温泉あんま芸者のろくのレビュー・感想・評価

温泉あんま芸者(1968年製作の映画)
2.3
石井輝男は「まじめなものを撮っていたら結果として笑える」監督なの(恐怖奇形人間も亡八武士道も徳川女刺青師も)。なのにこの作品は最初から「笑わせる」つもりで撮っている。はい、それは失敗だよね。

全体としても無理に「面白み」を撮ろうとしているけど途中でできなくなってしまったのだろうか、結果最後はウェットな展開でお涙頂戴。はいはい、いらないぜ、そんなの。これは大映かと突っ込んでしまう。

そしてエロも中途半端。徳川女刺青師を撮っていたお前はどこに行った。うん、これこそが輝男の実力かもしれないけど中途半端だよ!何もかも中途半端!

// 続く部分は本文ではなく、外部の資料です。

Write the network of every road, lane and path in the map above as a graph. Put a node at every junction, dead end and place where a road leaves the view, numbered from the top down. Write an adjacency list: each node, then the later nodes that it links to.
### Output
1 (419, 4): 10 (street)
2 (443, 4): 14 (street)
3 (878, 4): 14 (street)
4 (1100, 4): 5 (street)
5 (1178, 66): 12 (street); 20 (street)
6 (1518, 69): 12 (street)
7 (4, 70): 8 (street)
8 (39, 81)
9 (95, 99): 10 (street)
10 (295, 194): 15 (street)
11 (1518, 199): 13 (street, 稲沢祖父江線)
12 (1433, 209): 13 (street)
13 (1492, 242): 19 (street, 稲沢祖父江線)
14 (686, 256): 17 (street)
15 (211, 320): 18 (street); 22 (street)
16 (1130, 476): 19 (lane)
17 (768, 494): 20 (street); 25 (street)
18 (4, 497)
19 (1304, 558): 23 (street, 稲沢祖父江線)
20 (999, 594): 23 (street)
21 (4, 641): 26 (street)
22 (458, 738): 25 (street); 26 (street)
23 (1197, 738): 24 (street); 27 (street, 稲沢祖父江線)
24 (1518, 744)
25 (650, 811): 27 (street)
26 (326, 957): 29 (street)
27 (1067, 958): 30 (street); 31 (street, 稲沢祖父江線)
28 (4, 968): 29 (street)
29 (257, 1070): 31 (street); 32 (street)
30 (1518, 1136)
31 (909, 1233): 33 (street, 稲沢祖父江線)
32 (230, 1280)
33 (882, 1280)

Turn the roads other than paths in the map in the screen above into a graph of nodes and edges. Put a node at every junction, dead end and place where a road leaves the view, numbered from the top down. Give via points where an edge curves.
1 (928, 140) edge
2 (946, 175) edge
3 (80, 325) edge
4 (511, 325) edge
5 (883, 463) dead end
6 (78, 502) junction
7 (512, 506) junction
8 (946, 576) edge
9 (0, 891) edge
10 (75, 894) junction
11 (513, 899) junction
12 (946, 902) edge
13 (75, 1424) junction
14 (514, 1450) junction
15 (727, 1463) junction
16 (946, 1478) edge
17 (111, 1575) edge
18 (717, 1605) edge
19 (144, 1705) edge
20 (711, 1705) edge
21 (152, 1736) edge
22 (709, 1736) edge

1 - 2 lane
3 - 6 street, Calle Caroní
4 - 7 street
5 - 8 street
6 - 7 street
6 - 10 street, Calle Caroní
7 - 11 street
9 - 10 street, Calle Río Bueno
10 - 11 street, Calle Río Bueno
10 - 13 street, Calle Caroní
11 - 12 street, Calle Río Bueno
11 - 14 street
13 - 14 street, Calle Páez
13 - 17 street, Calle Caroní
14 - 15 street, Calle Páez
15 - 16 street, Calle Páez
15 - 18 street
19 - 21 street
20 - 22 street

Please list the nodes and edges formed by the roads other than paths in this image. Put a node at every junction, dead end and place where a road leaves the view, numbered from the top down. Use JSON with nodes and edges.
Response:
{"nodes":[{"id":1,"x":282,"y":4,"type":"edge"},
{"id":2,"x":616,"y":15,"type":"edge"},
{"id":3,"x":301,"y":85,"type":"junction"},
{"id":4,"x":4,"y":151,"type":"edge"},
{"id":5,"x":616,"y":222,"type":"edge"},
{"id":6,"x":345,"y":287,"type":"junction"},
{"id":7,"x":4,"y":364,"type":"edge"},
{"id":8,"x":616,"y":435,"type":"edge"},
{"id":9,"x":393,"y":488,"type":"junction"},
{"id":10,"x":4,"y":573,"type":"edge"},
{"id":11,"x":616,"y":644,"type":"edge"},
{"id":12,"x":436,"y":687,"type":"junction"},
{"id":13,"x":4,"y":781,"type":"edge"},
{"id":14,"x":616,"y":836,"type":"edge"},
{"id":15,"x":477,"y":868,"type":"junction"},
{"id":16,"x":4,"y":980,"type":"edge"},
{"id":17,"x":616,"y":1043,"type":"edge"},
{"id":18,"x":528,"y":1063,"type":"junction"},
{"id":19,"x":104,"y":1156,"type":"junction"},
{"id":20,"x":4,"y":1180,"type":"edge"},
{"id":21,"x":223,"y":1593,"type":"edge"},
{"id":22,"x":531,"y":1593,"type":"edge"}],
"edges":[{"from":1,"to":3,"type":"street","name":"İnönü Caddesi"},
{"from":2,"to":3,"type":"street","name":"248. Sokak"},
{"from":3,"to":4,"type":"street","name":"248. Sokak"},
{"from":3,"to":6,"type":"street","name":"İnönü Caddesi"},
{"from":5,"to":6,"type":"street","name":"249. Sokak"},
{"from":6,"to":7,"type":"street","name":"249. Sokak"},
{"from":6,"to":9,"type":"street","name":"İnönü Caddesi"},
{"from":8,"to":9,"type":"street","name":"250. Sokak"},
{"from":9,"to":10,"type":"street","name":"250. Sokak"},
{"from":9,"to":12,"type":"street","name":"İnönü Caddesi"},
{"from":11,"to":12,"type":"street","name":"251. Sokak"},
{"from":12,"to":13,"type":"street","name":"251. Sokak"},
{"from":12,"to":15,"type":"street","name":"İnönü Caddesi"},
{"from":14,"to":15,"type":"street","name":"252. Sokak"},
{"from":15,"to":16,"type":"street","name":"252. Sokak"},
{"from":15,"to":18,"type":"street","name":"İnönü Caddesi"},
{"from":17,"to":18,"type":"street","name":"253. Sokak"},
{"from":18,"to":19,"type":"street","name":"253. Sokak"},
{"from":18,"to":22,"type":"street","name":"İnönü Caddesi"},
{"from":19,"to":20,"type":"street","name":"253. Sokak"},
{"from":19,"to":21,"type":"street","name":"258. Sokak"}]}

特に処女をなくしてしまうシーン(相手は金子信夫だよ)ではなんとも苦笑、なんだ、あの赤い物体は?終わったあと謎な赤い物体が枕もとにおいてあるんだけどそれなんに使うのって謎。

たまにさえるネタもあるんだけど(なぜか泥棒した男が最後に聞いてくださいという歌が石焼き芋♪だったり女性の足に描かれているいる刺青がカニだったり)全体としてはギャグも滑る。そもそも野球拳しているのに負けた方も脱いでいるのはなんなんだと突っ込みたくなる。

批評家には酷評されたらしいけど結果その後温泉芸者シリーズは続くし興行的にもうまくいってしまう。あ、これって今の映画界と同じっすよ。でもでもでもでも、それでもポンコツ映画だからな。「温泉すっぽん」や「東京ふんどし」に比べると多幸感は味わえない。無念っす。